The thing is, it isn’t at all about figures.
It’s not about the death toll, or the number of the tortured, detained. In
cases like this, numbers only know how to rise anyway, especially if such
repression goes unnoticed. If the Moroccan people, the elected PJD (Justice and
Development Party) representatives (and their limited-and-shrinking
prerogatives) and coalition government allow the Makhzen (The Regime: its
shadow government, King’s Advisors, Ministry of Interior, Security system and
Secret Services) to continue abusing their power in an opaque confusing system
of governance: we’re headed for Syria-ous trouble.
The clash between the Makhzen and the
PJD-lead government is growing. The Makhzen’s security apparatus flex their
muscles via the Ministry of Interior not only by violent repression of
pro-democracy protests, but also by preventing the leading Party’s youth from
organizing a public event altogether which the Head of the Government was
scheduled to take part in beginning of September. Febrayer.com reported The PJD
minister of Justice and Freedom calling the act “Unlawful”, while the minister
of General Affairs and Governance, Najib Boulif, said that this will show to
all PJD leaders that “repression hasn’t stopped and Morocco isn’t doing
better”.
Even after all the torture Samir,
Abderrahman, Tarek, Youssef, Nour and Laila endured, their message was as
follows: “We are committed to the demands of February 20th Movement.
We thank everyone who has supported us and ask for the immediate release of all
political detainees in Morocco. We urge all activists to remain loyal to the
righteous demands by protesting and challenging this suffocating repression”
The February 20th Protest Movement,
named after the date of its first 2011 nationwide protests, has weakened
temporarily during the Regime’s attempts to make-up democratize Morocco through
the on-paper-only constitutional reforms and “Vote yes” then “Vote” campaigns,
while the Ministry of Interior (the Palace’s most powerful tool and the
decisive institution when it comes to delivering Morocco’s election results)
remained in control. Now that the make-up powder is wearing off, the Makhzen is
running out of events to “pretend” things are changing, and unable to actually
change its controlling totalitarian ways.
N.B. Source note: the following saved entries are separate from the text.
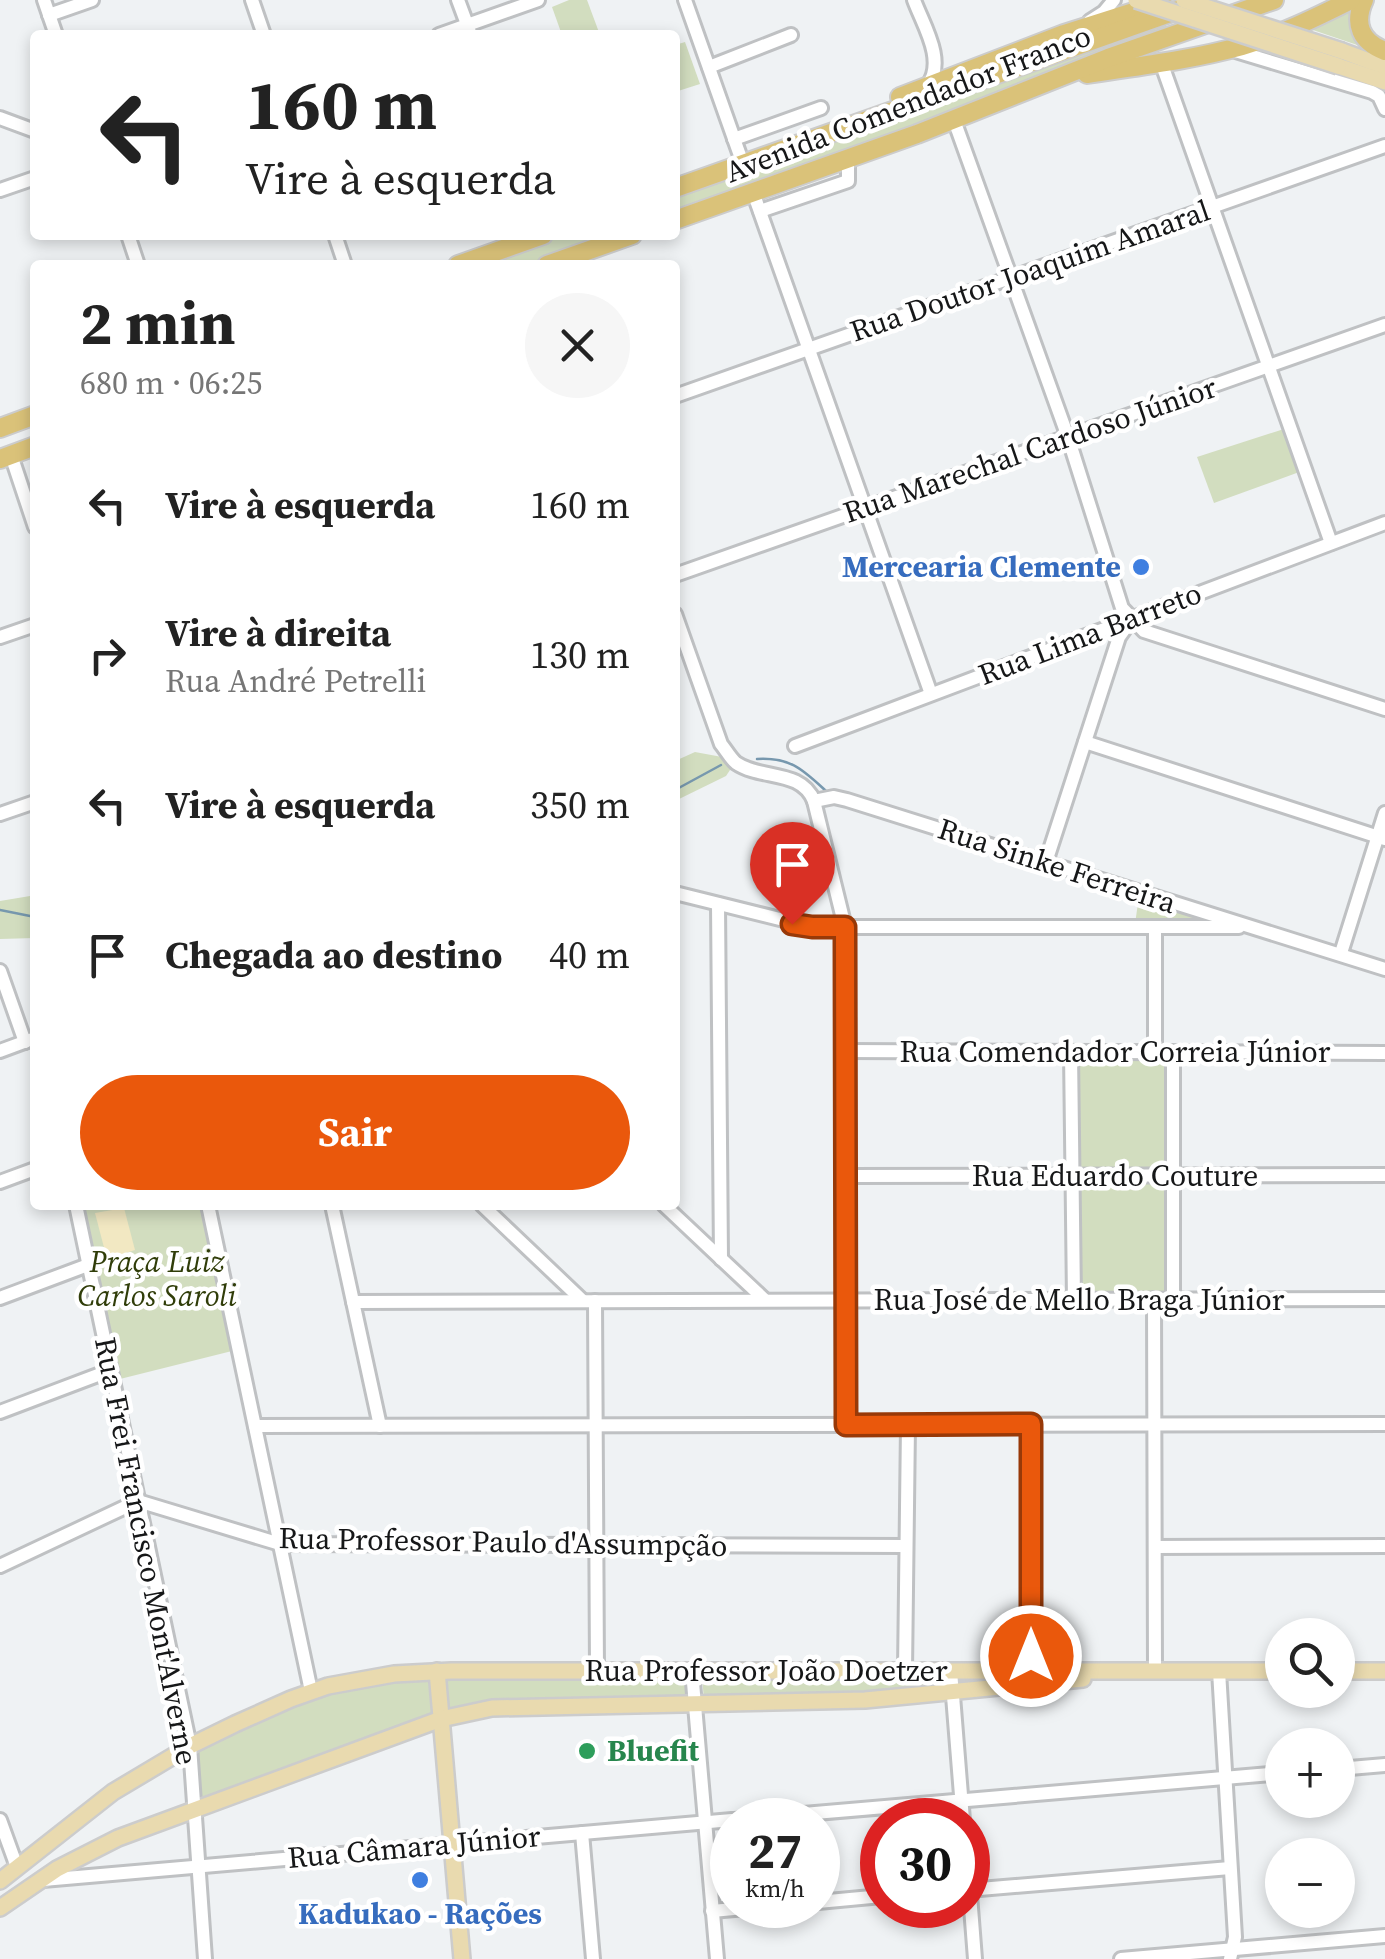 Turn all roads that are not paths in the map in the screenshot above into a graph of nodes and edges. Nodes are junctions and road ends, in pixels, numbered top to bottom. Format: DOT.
graph roads {
  1 [pos="44,0"];
  2 [pos="92,0"];
  3 [pos="252,0"];
  4 [pos="458,0"];
  5 [pos="538,0"];
  6 [pos="685,0"];
  7 [pos="914,0"];
  8 [pos="1114,0"];
  9 [pos="1136,0"];
  10 [pos="1184,0"];
  11 [pos="1204,0"];
  12 [pos="1274,0"];
  13 [pos="1351,0"];
  14 [pos="1364,0"];
  15 [pos="49,14"];
  16 [pos="54,30"];
  17 [pos="262,30"];
  18 [pos="469,30"];
  19 [pos="1064,34"];
  20 [pos="791,36"];
  21 [pos="1230,49"];
  22 [pos="1385,51"];
  23 [pos="935,56"];
  24 [pos="1340,59"];
  25 [pos="1161,62"];
  26 [pos="1385,66"];
  27 [pos="709,67"];
  28 [pos="970,68"];
  29 [pos="1052,80"];
  30 [pos="928,85"];
  31 [pos="1379,87"];
  32 [pos="821,108"];
  33 [pos="1385,109"];
  34 [pos="0,118"];
  35 [pos="954,120"];
  36 [pos="30,129"];
  37 [pos="734,139"];
  38 [pos="1385,146"];
  39 [pos="776,152"];
  40 [pos="848,159"];
  41 [pos="743,164"];
  42 [pos="30,180"];
  43 [pos="680,186"];
  44 [pos="0,190"];
  45 [pos="753,192"];
  46 [pos="1212,207"];
  47 [pos="760,211"];
  48 [pos="680,218"];
  49 [pos="529,240"];
  50 [pos="618,240"];
  51 [pos="472,260"];
  52 [pos="561,260"];
  53 [pos="1011,278"];
  54 [pos="1385,325"];
  55 [pos="808,349"];
  56 [pos="1269,366"];
  57 [pos="680,394"];
  58 [pos="30,417"];
  59 [pos="0,428"];
  60 [pos="1068,437"];
  61 [pos="30,448"];
  62 [pos="5,457"];
  63 [pos="865,508"];
  64 [pos="30,516"];
  65 [pos="1384,524"];
  66 [pos="1331,543"];
  67 [pos="680,573"];
  68 [pos="1132,618"];
  69 [pos="30,627"];
  70 [pos="680,628"];
  71 [pos="0,637"];
  72 [pos="931,694"];
  73 [pos="1385,709"];
  74 [pos="1085,742"];
  75 [pos="795,746"];
  76 [pos="814,801"];
  77 [pos="30,804"];
  78 [pos="1385,813"];
  79 [pos="0,814"];
  80 [pos="1381,838"];
  81 [pos="1046,862"];
  82 [pos="680,894"];
  83 [pos="718,904"];
  84 [pos="845,927"];
  85 [pos="1155,928"];
  86 [pos="1252,928"];
  87 [pos="1340,953"];
  88 [pos="1385,968"];
  89 [pos="0,971"];
  90 [pos="30,1040"];
  91 [pos="0,1051"];
  92 [pos="846,1051"];
  93 [pos="1071,1052"];
  94 [pos="1155,1052"];
  95 [pos="1173,1052"];
  96 [pos="1385,1053"];
  97 [pos="30,1171"];
  98 [pos="846,1176"];
  99 [pos="1072,1176"];
  100 [pos="1173,1176"];
  101 [pos="1385,1176"];
  102 [pos="0,1182"];
  103 [pos="77,1210"];
  104 [pos="209,1210"];
  105 [pos="333,1210"];
  106 [pos="488,1210"];
  107 [pos="669,1210"];
  108 [pos="721,1259"];
  109 [pos="88,1264"];
  110 [pos="0,1298"];
  111 [pos="1173,1299"];
  112 [pos="1385,1299"];
  113 [pos="766,1300"];
  114 [pos="846,1300"];
  115 [pos="1074,1300"];
  116 [pos="1154,1300"];
  117 [pos="590,1301"];
  118 [pos="353,1302"];
  119 [pos="110,1370"];
  120 [pos="0,1412"];
  121 [pos="1031,1424"];
  122 [pos="1154,1424"];
  123 [pos="1385,1424"];
  124 [pos="596,1425"];
  125 [pos="846,1425"];
  126 [pos="908,1425"];
  127 [pos="255,1426"];
  128 [pos="380,1426"];
  129 [pos="138,1500"];
  130 [pos="280,1544"];
  131 [pos="596,1545"];
  132 [pos="906,1546"];
  133 [pos="1385,1546"];
  134 [pos="1154,1547"];
  135 [pos="0,1566"];
  136 [pos="904,1670"];
  137 [pos="437,1671"];
  138 [pos="597,1671"];
  139 [pos="692,1671"];
  140 [pos="951,1671"];
  141 [pos="1031,1671"];
  142 [pos="1155,1671"];
  143 [pos="1218,1671"];
  144 [pos="1265,1671"];
  145 [pos="1355,1671"];
  146 [pos="1385,1671"];
  147 [pos="311,1691"];
  148 [pos="953,1693"];
  149 [pos="695,1703"];
  150 [pos="441,1719"];
  151 [pos="190,1746"];
  152 [pos="1385,1764"];
  153 [pos="1355,1767"];
  154 [pos="1265,1774"];
  155 [pos="1225,1778"];
  156 [pos="962,1798"];
  157 [pos="986,1798"];
  158 [pos="194,1808"];
  159 [pos="0,1820"];
  160 [pos="705,1822"];
  161 [pos="710,1822"];
  162 [pos="582,1833"];
  163 [pos="452,1844"];
  164 [pos="89,1852"];
  165 [pos="198,1866"];
  166 [pos="16,1868"];
  167 [pos="1230,1868"];
  168 [pos="94,1874"];
  169 [pos="39,1880"];
  170 [pos="0,1881"];
  171 [pos="710,1886"];
  172 [pos="990,1888"];
  173 [pos="0,1908"];
  174 [pos="713,1928"];
  175 [pos="972,1928"];
  176 [pos="1385,1936"];
  177 [pos="1230,1954"];
  178 [pos="205,1959"];
  179 [pos="462,1959"];
  180 [pos="592,1959"];
  181 [pos="716,1959"];
  182 [pos="975,1959"];
  183 [pos="1121,1959"];
  1 -- 15 [label="street"];
  2 -- 15 [label="street"];
  3 -- 17 [label="street"];
  4 -- 18 [label="street"];
  5 -- 18 [label="street"];
  6 -- 27 [label="street"];
  7 -- 23 [label="street"];
  8 -- 19 [label="street"];
  9 -- 24 [label="main road, bridge"];
  10 -- 24 [label="main road, bridge"];
  11 -- 19 [label="highway"];
  11 -- 39 [label="highway, Avenida Comendador Franco"];
  12 -- 29 [label="highway, Avenida Comendador Franco"];
  13 -- 21 [label="highway"];
  14 -- 22 [label="highway"];
  15 -- 16 [label="street"];
  19 -- 28 [label="highway"];
  20 -- 27 [label="street"];
  21 -- 25 [label="highway"];
  21 -- 31 [label="street"];
  23 -- 28 [label="street"];
  23 -- 30 [label="street"];
  24 -- 26 [label="main road"];
  24 -- 31 [label="main road"];
  25 -- 29 [label="highway"];
  25 -- 46 [label="street"];
  27 -- 37 [label="street"];
  28 -- 30 [label="highway"];
  29 -- 35 [label="highway, Avenida Comendador Franco"];
  30 -- 39 [label="highway"];
  31 -- 33 [label="street"];
  32 -- 37 [label="street"];
  34 -- 36 [label="street"];
  35 -- 40 [label="highway, Avenida Comendador Franco"];
  35 -- 53 [label="street"];
  37 -- 41 [label="street"];
  38 -- 46 [label="street, Rua Doutor Joaquim Amaral"];
  39 -- 41 [label="highway, Avenida Comendador Franco"];
  40 -- 45 [label="highway, Avenida Comendador Franco"];
  40 -- 47 [label="street"];
  41 -- 43 [label="highway, Avenida Comendador Franco"];
  42 -- 44 [label="street"];
  45 -- 47 [label="street"];
  45 -- 48 [label="highway, Avenida Comendador Franco"];
  46 -- 53 [label="street, Rua Doutor Joaquim Amaral"];
  46 -- 56 [label="street"];
  47 -- 55 [label="street"];
  49 -- 51 [label="highway"];
  50 -- 52 [label="highway"];
  53 -- 55 [label="street, Rua Doutor Joaquim Amaral"];
  53 -- 60 [label="street"];
  54 -- 56 [label="street, Rua Marechal Cardoso Júnior"];
  55 -- 57 [label="street, Rua Doutor Joaquim Amaral"];
  55 -- 63 [label="street"];
  56 -- 60 [label="street, Rua Marechal Cardoso Júnior"];
  56 -- 66 [label="street"];
  58 -- 59 [label="highway"];
  60 -- 63 [label="street, Rua Marechal Cardoso Júnior"];
  60 -- 68 [label="street"];
  61 -- 62 [label="highway"];
  62 -- 64 [label="street"];
  63 -- 67 [label="street, Rua Marechal Cardoso Júnior"];
  63 -- 72 [label="street"];
  65 -- 66 [label="street, Rua Lima Barreto"];
  66 -- 68 [label="street, Rua Lima Barreto"];
  68 -- 72 [label="street, Rua Lima Barreto"];
  68 -- 73 [label="street"];
  68 -- 74 [label="street"];
  69 -- 71 [label="street"];
  70 -- 76 [label="street, Rua Sinke Ferreira"];
  72 -- 75 [label="street, Rua Lima Barreto"];
  74 -- 80 [label="street"];
  74 -- 81 [label="street"];
  76 -- 81 [label="street, Rua Sinke Ferreira"];
  76 -- 84 [label="street"];
  77 -- 79 [label="street"];
  78 -- 80 [label="street"];
  80 -- 87 [label="street"];
  81 -- 86 [label="street, Rua Sinke Ferreira"];
  82 -- 83 [label="street"];
  83 -- 84 [label="street"];
  83 -- 108 [label="street"];
  84 -- 85 [label="street"];
  84 -- 92 [label="street"];
  85 -- 86 [label="street"];
  85 -- 94 [label="street"];
  86 -- 87 [label="street, Rua Sinke Ferreira"];
  87 -- 88 [label="street, Rua Sinke Ferreira"];
  89 -- 90 [label="street"];
  90 -- 91 [label="street"];
  92 -- 93 [label="street, Rua Comendador Correia Júnior"];
  92 -- 98 [label="street"];
  93 -- 94 [label="street, Rua Comendador Correia Júnior"];
  93 -- 99 [label="street"];
  94 -- 95 [label="street, Rua Comendador Correia Júnior"];
  95 -- 96 [label="street, Rua Comendador Correia Júnior"];
  95 -- 100 [label="street"];
  97 -- 102 [label="street"];
  98 -- 99 [label="street, Rua Eduardo Couture"];
  98 -- 114 [label="street"];
  99 -- 100 [label="street, Rua Eduardo Couture"];
  99 -- 115 [label="street"];
  100 -- 101 [label="street, Rua Eduardo Couture"];
  100 -- 111 [label="street"];
  103 -- 109 [label="street, Rua Frei Francisco Mont'Alverne"];
  104 -- 127 [label="street"];
  105 -- 118 [label="street"];
  106 -- 117 [label="street"];
  107 -- 108 [label="street"];
  108 -- 113 [label="street"];
  109 -- 110 [label="street"];
  109 -- 119 [label="street, Rua Frei Francisco Mont'Alverne"];
  111 -- 112 [label="street, Rua José de Mello Braga Júnior"];
  111 -- 116 [label="street, Rua José de Mello Braga Júnior"];
  113 -- 114 [label="street, Rua José de Mello Braga Júnior"];
  113 -- 117 [label="street, Rua José de Mello Braga Júnior"];
  114 -- 115 [label="street, Rua José de Mello Braga Júnior"];
  114 -- 125 [label="street"];
  115 -- 116 [label="street, Rua José de Mello Braga Júnior"];
  116 -- 122 [label="street"];
  117 -- 118 [label="street, Rua José de Mello Braga Júnior"];
  117 -- 124 [label="street"];
  118 -- 128 [label="street"];
  119 -- 120 [label="street"];
  119 -- 129 [label="street, Rua Frei Francisco Mont'Alverne"];
  121 -- 122 [label="street"];
  121 -- 126 [label="street"];
  121 -- 141 [label="street"];
  122 -- 123 [label="street"];
  122 -- 134 [label="street"];
  124 -- 125 [label="street"];
  124 -- 128 [label="street"];
  124 -- 131 [label="street"];
  125 -- 126 [label="street"];
  126 -- 132 [label="street"];
  127 -- 128 [label="street"];
  127 -- 130 [label="street"];
  129 -- 130 [label="street, Rua Professor Paulo d'Assumpção"];
  129 -- 135 [label="street"];
  129 -- 151 [label="street, Rua Frei Francisco Mont'Alverne"];
  130 -- 131 [label="street, Rua Professor Paulo d'Assumpção"];
  130 -- 147 [label="street"];
  131 -- 132 [label="street, Rua Professor Paulo d'Assumpção"];
  131 -- 138 [label="street"];
  132 -- 136 [label="street"];
  133 -- 134 [label="street"];
  134 -- 142 [label="street"];
  136 -- 139 [label="main road, Rua Professor João Doetzer"];
  136 -- 140 [label="main road, Rua Professor João Doetzer"];
  137 -- 138 [label="main road, Rua Professor João Doetzer"];
  137 -- 147 [label="main road, Rua Professor João Doetzer"];
  137 -- 150 [label="main road"];
  138 -- 139 [label="main road, Rua Professor João Doetzer"];
  139 -- 149 [label="street"];
  140 -- 141 [label="main road, Rua Professor João Doetzer"];
  140 -- 148 [label="street"];
  141 -- 142 [label="main road, Rua Professor João Doetzer"];
  142 -- 143 [label="main road, Rua Professor João Doetzer"];
  142 -- 148 [label="main road, Rua Professor João Doetzer"];
  143 -- 144 [label="main road, Rua Professor João Doetzer"];
  143 -- 155 [label="street"];
  145 -- 146 [label="main road"];
  147 -- 151 [label="main road, Rua Professor João Doetzer"];
  148 -- 149 [label="main road, Rua Professor João Doetzer"];
  148 -- 156 [label="street"];
  149 -- 150 [label="main road, Rua Professor João Doetzer"];
  149 -- 160 [label="street"];
  150 -- 158 [label="main road, Rua Professor João Doetzer"];
  150 -- 163 [label="main road"];
  151 -- 158 [label="street, Rua Frei Francisco Mont'Alverne"];
  151 -- 166 [label="main road, Rua Professor João Doetzer"];
  152 -- 153 [label="street"];
  154 -- 155 [label="street, Rua Câmara Júnior"];
  155 -- 157 [label="street, Rua Câmara Júnior"];
  155 -- 167 [label="street"];
  158 -- 164 [label="main road, Rua Professor João Doetzer"];
  158 -- 165 [label="street, Rua Frei Francisco Mont'Alverne"];
  159 -- 166 [label="street"];
  160 -- 161 [label="street, Rua Câmara Júnior"];
  160 -- 162 [label="street, Rua Câmara Júnior"];
  160 -- 171 [label="street"];
  162 -- 163 [label="street, Rua Câmara Júnior"];
  162 -- 180 [label="street"];
  163 -- 165 [label="street, Rua Câmara Júnior"];
  163 -- 179 [label="main road"];
  164 -- 168 [label="street"];
  164 -- 169 [label="main road, Rua Professor João Doetzer"];
  165 -- 168 [label="street, Rua Câmara Júnior"];
  165 -- 178 [label="street, Rua Frei Francisco Mont'Alverne"];
  166 -- 170 [label="main road, Rua Professor João Doetzer"];
  167 -- 172 [label="street"];
  167 -- 177 [label="street"];
  168 -- 169 [label="street, Rua Câmara Júnior"];
  169 -- 173 [label="main road, Rua Professor João Doetzer"];
  174 -- 181 [label="street"];
  175 -- 182 [label="street"];
  176 -- 177 [label="street"];
  177 -- 183 [label="street"];
}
As a result, The movement is
revitalized, oddly invigorated by more repression, arrests and torture from the
authorities who are too eager to take revenge on activists, blind to what that
will cost them and how that speeds up the Makhzen’s utter failure.
The Makhzen is facing a giant mirror and
panicking at the reflection: its unwillingness and inability to decrease its
giant prerogatives after the system has worked so hard to create and pull the
most ruthless and greedy to form and become its pillars. This giant system that
runs on corruption and has promoted opportunism within it for too long was not
built to transition nor evolve into a democracy. Its propaganda machine was
told to say so, but Moroccans will be finding the opposite, the hard way too,
as each pillar resists change in appalling ways such as the torture described
above.
Morocco is scheduled to host the “Friends of
Syria” meeting in October to support the opposition to Bashar’s Regime. I
wouldn’t be surprised if Bashar Al Assad decides to hold a “Friends of Morocco”
meeting just for kicks. But I guess he’s too busy killing Syrians and Moroccan
officials are too busy preparing for a meeting to help save Syrians from
torture similar to what happens to political detainees in Moroccan prison
cells. Happy Arab Spring everyone! Cheers!